38

I have a directory with plenty of .txt.gz files (where the names do not follow a specific pattern.)

What is the simplest way to gunzip them? I want to preserve their original names, so that they go from whatevz.txt.gz to whatevz.txt

4 Answers 4

65

How about just this?

$ gunzip *.txt.gz

gunzip will create a gunzipped file without the .gz suffix and remove the original file by default (see below for details). *.txt.gz will be expanded by your shell to all the files matching.

This last bit can get you into trouble if it expands to a very long list of files. In that case, try using find and -exec to do the job for you.


From the man page gzip(1):

gunzip takes a list of files on its command line and  replaces  each  file
whose  name  ends  with  .gz, -gz, .z, -z, or _z (ignoring case) and which
begins with the correct magic number with an uncompressed file without the
original  extension.

Note about 'original name'

gzip can store and restore the filename used at compression time.

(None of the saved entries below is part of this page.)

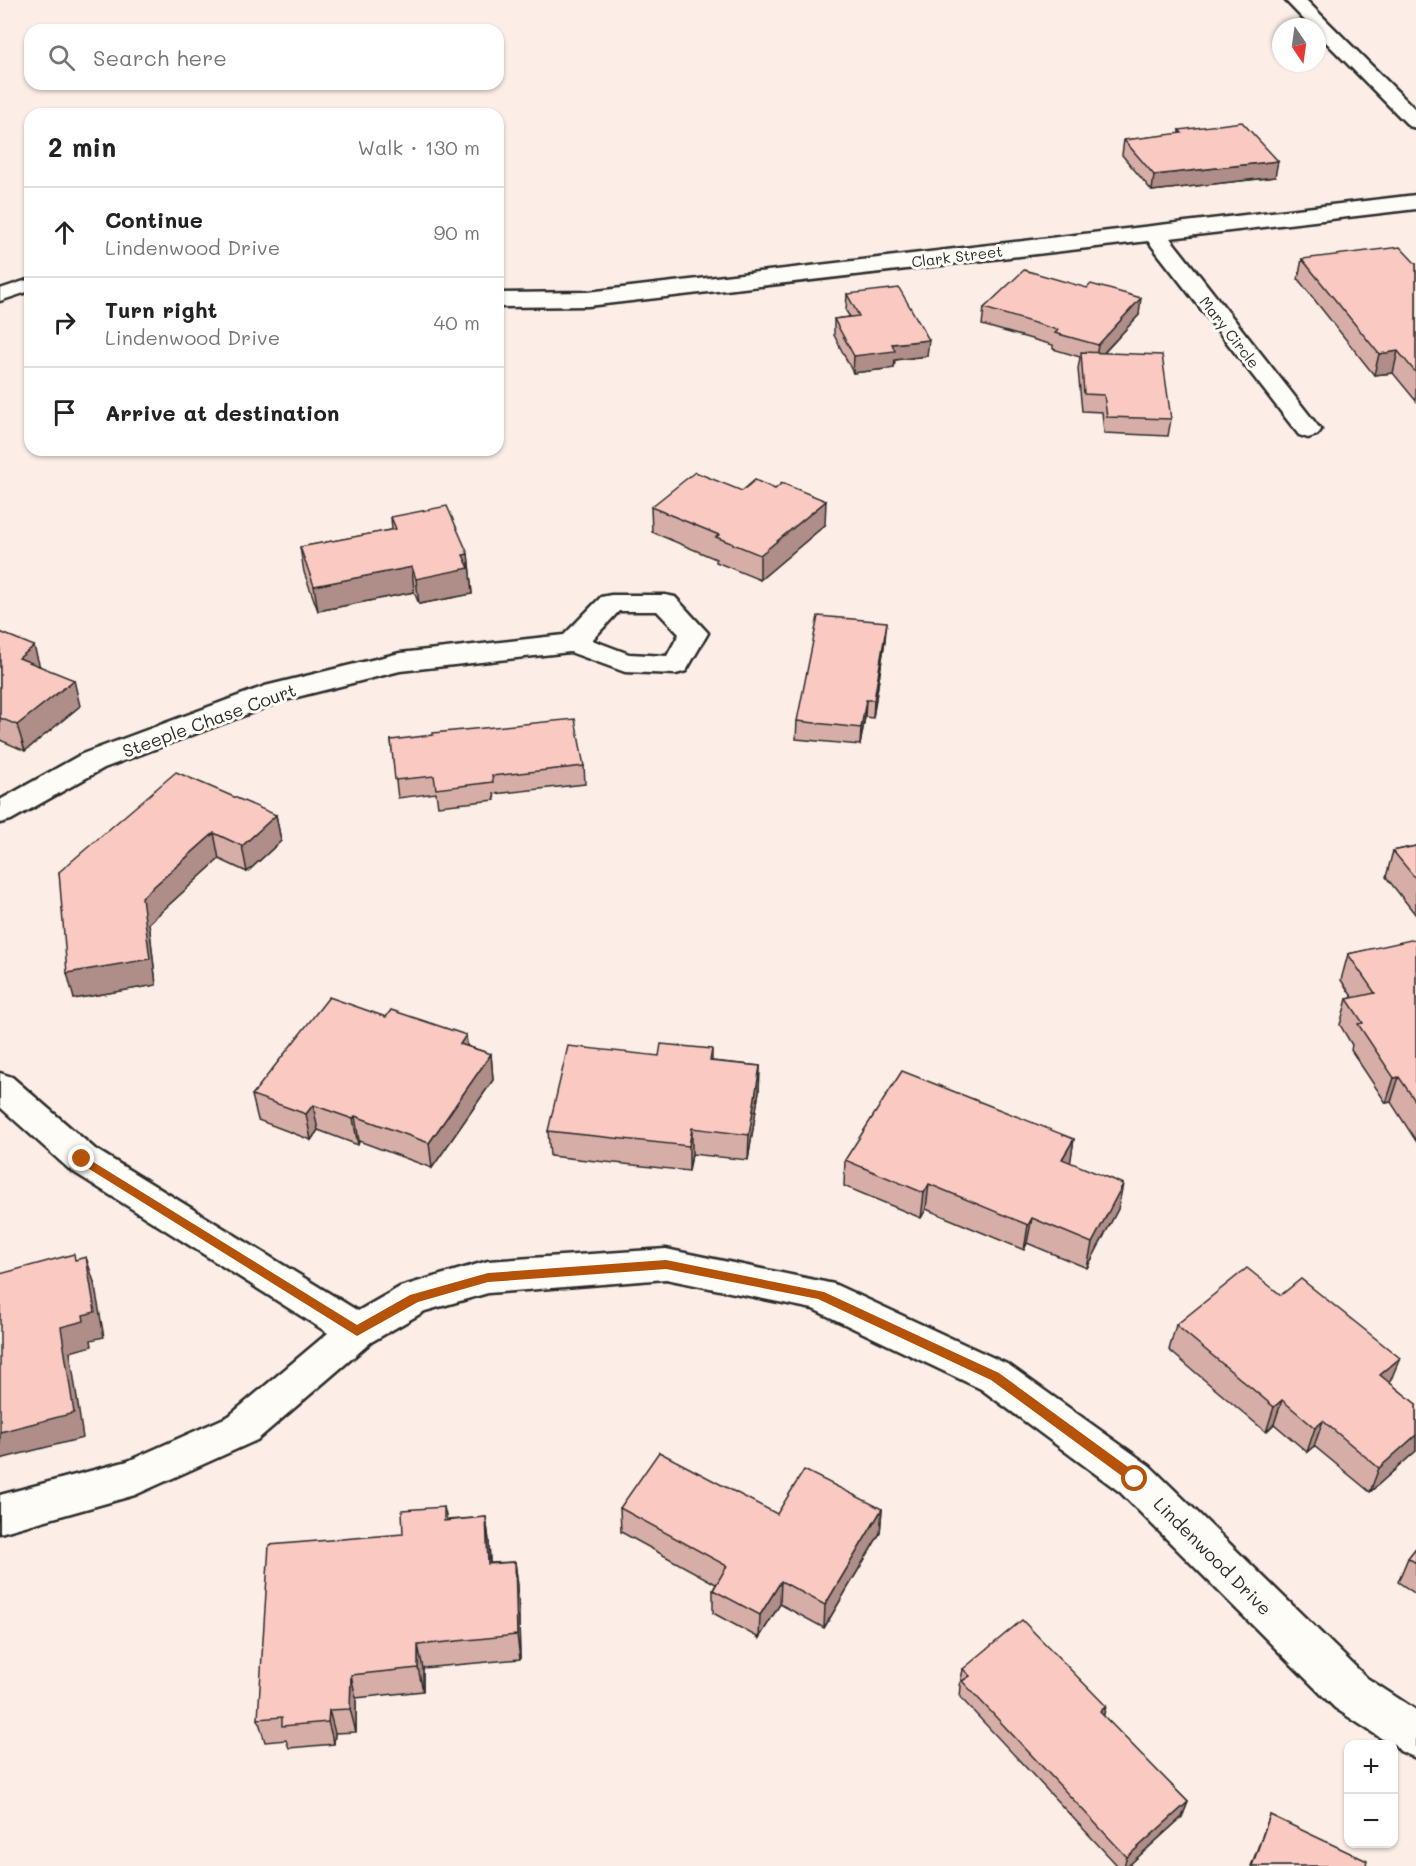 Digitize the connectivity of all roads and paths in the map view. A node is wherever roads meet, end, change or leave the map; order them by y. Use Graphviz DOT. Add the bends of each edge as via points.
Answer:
graph roads {
  1 [pos="1295,0"];
  2 [pos="1416,122"];
  3 [pos="1416,202"];
  4 [pos="1154,233"];
  5 [pos="24,287"];
  6 [pos="0,295"];
  7 [pos="504,300"];
  8 [pos="1308,430"];
  9 [pos="573,643"];
  10 [pos="0,813"];
  11 [pos="0,1086"];
  12 [pos="357,1331"];
  13 [pos="0,1514"];
  14 [pos="1416,1736"];
  1 -- 2 [label="street"];
  3 -- 4 [label="street, Clark Street"];
  4 -- 7 [label="street, Clark Street" via="588,299"];
  4 -- 8 [label="street, Mary Circle"];
  5 -- 6 [label="lane"];
  9 -- 10 [label="street, Steeple Chase Court" via="400,662 275,693 93,761"];
  11 -- 12 [label="street" via="82,1159"];
  12 -- 13 [label="street, Lindenwood Drive" via="243,1428 135,1477"];
  12 -- 14 [label="street, Lindenwood Drive" via="414,1298 488,1277 666,1264 820,1295 995,1377 1135,1479 1351,1693"];
} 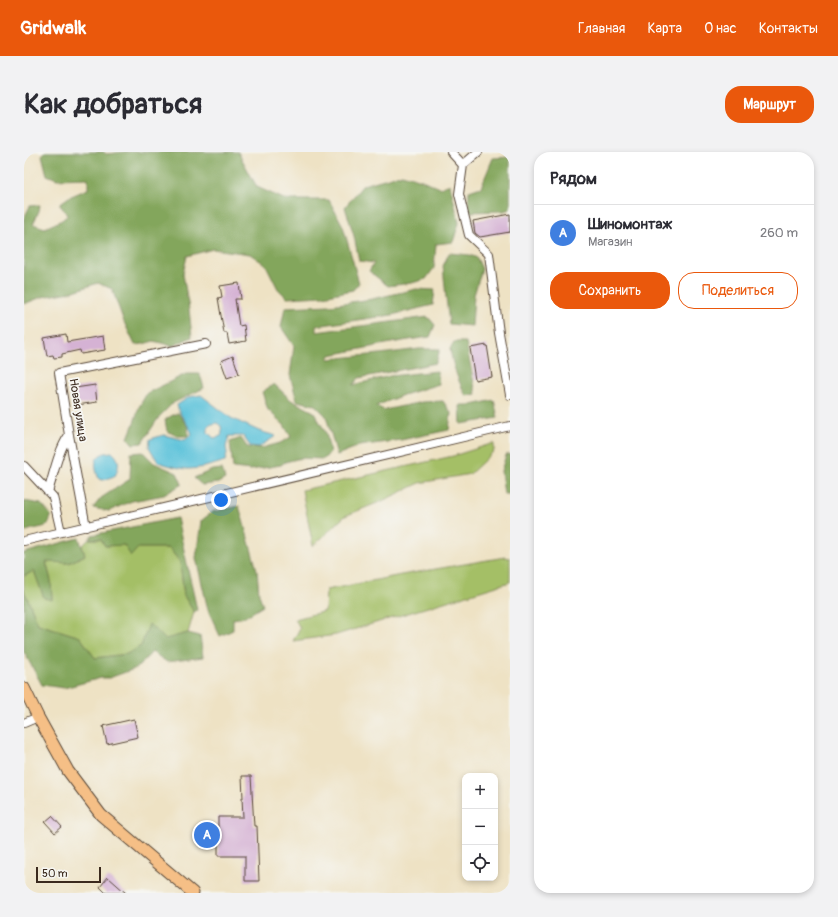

Even if you rename the compressed file, you can be surprised to find out it restores to the original name again.

From the gzip manpage:

By default, gzip keeps the original file name and timestamp in the compressed file. These are used when decompressing the file with the -N option. This is useful when the compressed file name was truncated or when the time stamp was not preserved after a file transfer.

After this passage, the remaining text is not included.